Hardin County, the fourth largest county in Kentucky,
is a community in transition.
Struggling to preserve its small-town traditions while adapting to the
pressures of population growth and the shift from an agriculture and
industrial base to a service-based economy, the Heartland county sits
at the crossroads of the Commonwealth of Kentucky.
The county is strategically located along the busy I-65 corridor, transversed
by the Blue Grass and Western Kentucky Parkways, 40 miles south of Louisville,
84 miles southwest of Lexington and 128 miles north of Nashville, Tenn..
Hardin County is within a days drive of 60 percent of the nations population.

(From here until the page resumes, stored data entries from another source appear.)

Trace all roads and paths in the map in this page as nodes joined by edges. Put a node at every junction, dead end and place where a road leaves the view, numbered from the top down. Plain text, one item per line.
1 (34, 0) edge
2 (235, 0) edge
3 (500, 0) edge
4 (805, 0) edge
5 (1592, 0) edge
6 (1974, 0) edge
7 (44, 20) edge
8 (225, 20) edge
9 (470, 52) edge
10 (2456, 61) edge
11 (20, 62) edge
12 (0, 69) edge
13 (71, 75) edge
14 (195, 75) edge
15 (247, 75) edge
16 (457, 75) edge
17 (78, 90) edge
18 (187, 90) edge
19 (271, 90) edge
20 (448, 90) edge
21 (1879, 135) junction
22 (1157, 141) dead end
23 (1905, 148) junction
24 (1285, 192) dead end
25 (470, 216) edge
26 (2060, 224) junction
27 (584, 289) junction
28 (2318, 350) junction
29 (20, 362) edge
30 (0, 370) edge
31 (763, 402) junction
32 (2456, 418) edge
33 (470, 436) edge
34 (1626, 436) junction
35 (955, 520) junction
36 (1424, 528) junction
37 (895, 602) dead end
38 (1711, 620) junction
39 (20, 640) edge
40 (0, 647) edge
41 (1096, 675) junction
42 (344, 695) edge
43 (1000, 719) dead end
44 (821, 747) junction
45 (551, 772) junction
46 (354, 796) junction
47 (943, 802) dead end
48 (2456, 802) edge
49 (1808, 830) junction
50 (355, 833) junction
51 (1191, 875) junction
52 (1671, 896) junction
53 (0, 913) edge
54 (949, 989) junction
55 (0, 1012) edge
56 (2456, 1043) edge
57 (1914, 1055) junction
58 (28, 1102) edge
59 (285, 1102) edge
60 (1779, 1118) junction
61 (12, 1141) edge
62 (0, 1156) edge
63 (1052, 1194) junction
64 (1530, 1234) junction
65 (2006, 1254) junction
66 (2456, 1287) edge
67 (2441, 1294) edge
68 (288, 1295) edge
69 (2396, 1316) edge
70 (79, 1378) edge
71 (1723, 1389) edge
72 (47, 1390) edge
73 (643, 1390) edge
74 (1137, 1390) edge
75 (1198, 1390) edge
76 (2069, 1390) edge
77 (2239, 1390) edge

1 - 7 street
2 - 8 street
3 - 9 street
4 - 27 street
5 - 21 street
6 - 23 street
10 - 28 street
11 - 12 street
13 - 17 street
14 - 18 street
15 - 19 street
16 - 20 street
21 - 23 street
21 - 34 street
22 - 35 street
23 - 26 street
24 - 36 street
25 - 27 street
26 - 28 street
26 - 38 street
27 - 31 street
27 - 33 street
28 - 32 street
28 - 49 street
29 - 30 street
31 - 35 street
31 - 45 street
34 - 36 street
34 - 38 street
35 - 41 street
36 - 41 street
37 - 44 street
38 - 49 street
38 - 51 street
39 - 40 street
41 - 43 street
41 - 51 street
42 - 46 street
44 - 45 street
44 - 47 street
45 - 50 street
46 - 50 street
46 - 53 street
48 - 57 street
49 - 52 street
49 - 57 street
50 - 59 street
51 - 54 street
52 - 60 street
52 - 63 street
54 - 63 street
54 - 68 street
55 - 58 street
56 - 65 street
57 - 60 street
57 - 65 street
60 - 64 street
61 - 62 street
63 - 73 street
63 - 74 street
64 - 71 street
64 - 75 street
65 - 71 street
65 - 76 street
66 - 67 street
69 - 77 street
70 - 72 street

The county has an airport with a 5,000-foot runway and two railroads
serve the area.
The county's population, as of July 2002, was 95,724, representing a
more than 5.5 percent growth since 1990, according to the latest estimates
by the U.S. Census Bureau. The growth would have been even more significant
if Fort Knox, located in the northern end of the county, had not lost
9,000 soldiers in defense cutbacks during the 1990s.
Unlike most other counties in the state, Hardin County includes two cities
of approximately equal size. The population of Elizabethtown, the county
seat, grew 24 percent from 1990-2000 reaching 22,542 in the Census. Radcliff,
the home of Fort Knox, grew 11.1 percent, reaching 21,961.
The county's civilian workforce includes 39,000 workers, but businesses
in the county employ workers who commute daily from neighboring LaRue,
Grayson, Breckinridge, Nelson, Meade, Hart, Green, Jefferson, Bullitt
and Taylor counties.
The Town Mall in Elizabethtown attracts shoppers from surrounding counties.
Hardin Memorial Hospital and related medical facilities also serve the
region.
Elizabethtown Community College and Elizabethtown Technical College in
Elizabethtown and McKendree College in Radcliff provide higher education
and job-training opportunities for high school graduates.
Alcoholic beverages are available by the drink at restaurants in Elizabethtown
and Radcliff, a relatively new development which has attracted the interest
of national restaurant chains to do business in the county.
Two new entertainment venues have opened, the Hardin County Schools Performing
Arts Center at John Hardin High School, and the reopened and expanded
State Theater in Elizabethtown.
The county now boasts what is considered the premium industrial development
site in the state 1,600 acres of government land just outside the quaint,
small town of Glendale, accessible from I-65.